Saudi Arabia's New ETA for UK Citizens (2026): ~£10, Multiple Entries, 180 Days a Year

Saudi Arabia ETA for UK citizens 2026 — the new electronic travel authorization launched 1 July with multiple entries and up to 180 days per year

Last updated: 12 July 2026  ·  Reading time: 14 min  ·  Author: Joshua White, Travel Documentation Writer at MyJet24

Saudi Arabia ETA for UK citizens 2026 — the new electronic travel authorization launched 1 July with multiple entries and up to 180 days per year

TL;DR — Key Facts

  • Since 1 July 2026, UK passport holders have their own Saudi ETA — a lightweight electronic travel authorization announced by Saudi Arabia's Ministry of Foreign Affairs on 25 June, open to all UK passport types.
  • The headline numbers beat the tourist eVisa on every line: multiple entries across a 12-month validity, and up to 180 days of stay per year — continuously or spread over several trips — versus the eVisa's 90 days.
  • It's dramatically cheaper. The government charge is reported at around SAR 50 (roughly £10), against SAR 500–600 (£100–130, insurance included) for the classic tourist eVisa — confirm the exact amount in the official portal when you apply.
  • It covers tourism, business visits and short-term study — not Hajj, work or residency. Umrah continues to follow the tourism umbrella outside Hajj season, exactly as it does on the tourist eVisa; Hajj always requires its own visa.
  • It's a reciprocity story: the UK required Saudis to hold a £16 UK ETA — Saudi Arabia has now mirrored the arrangement for Britons. And as with every Saudi entry route, airlines can ask one-way travelers for onward proof at check-in: a free verifiable onward ticket answers that in 30 seconds.

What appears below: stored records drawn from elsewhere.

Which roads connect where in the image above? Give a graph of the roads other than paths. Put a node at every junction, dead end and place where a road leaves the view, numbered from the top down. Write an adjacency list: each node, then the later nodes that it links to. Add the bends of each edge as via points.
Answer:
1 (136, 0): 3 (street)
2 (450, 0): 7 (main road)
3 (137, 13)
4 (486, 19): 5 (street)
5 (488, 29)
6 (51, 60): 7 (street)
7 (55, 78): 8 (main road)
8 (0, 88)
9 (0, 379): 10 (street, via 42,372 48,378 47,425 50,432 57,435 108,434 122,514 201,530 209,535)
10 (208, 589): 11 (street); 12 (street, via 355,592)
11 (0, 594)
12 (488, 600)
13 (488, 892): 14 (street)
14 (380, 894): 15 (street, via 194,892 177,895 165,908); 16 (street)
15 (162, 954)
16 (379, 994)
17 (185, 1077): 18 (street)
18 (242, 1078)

Saudi Arabia launched an Electronic Travel Authorization (ETA) for UK citizens on 1 July 2026, announced by the Ministry of Foreign Affairs on 25 June. It applies to all UK passport types and allows multiple entries over a 12-month period, with stays totaling up to 180 days per year — taken continuously or across several trips — for tourism, business visits and short-term study. It does not cover work, residency or Hajj, which still require their own visas. The ETA mirrors the UK's own ETA requirement for Saudi nationals and is substantially cheaper than the SAR 500–600 tourist eVisa, with the government charge reported at around SAR 50.

For years, the standard advice for Britons heading to Riyadh, Jeddah or AlUla was simple: get the tourist eVisa, pay the roughly £100–130 including mandatory insurance, and plan within its 90-day stay limit. That advice aged out overnight on 1 July 2026, when Saudi Arabia switched on a dedicated Electronic Travel Authorization for UK citizens — cheaper by an order of magnitude, valid for multiple entries, and doubling the annual stay allowance to 180 days.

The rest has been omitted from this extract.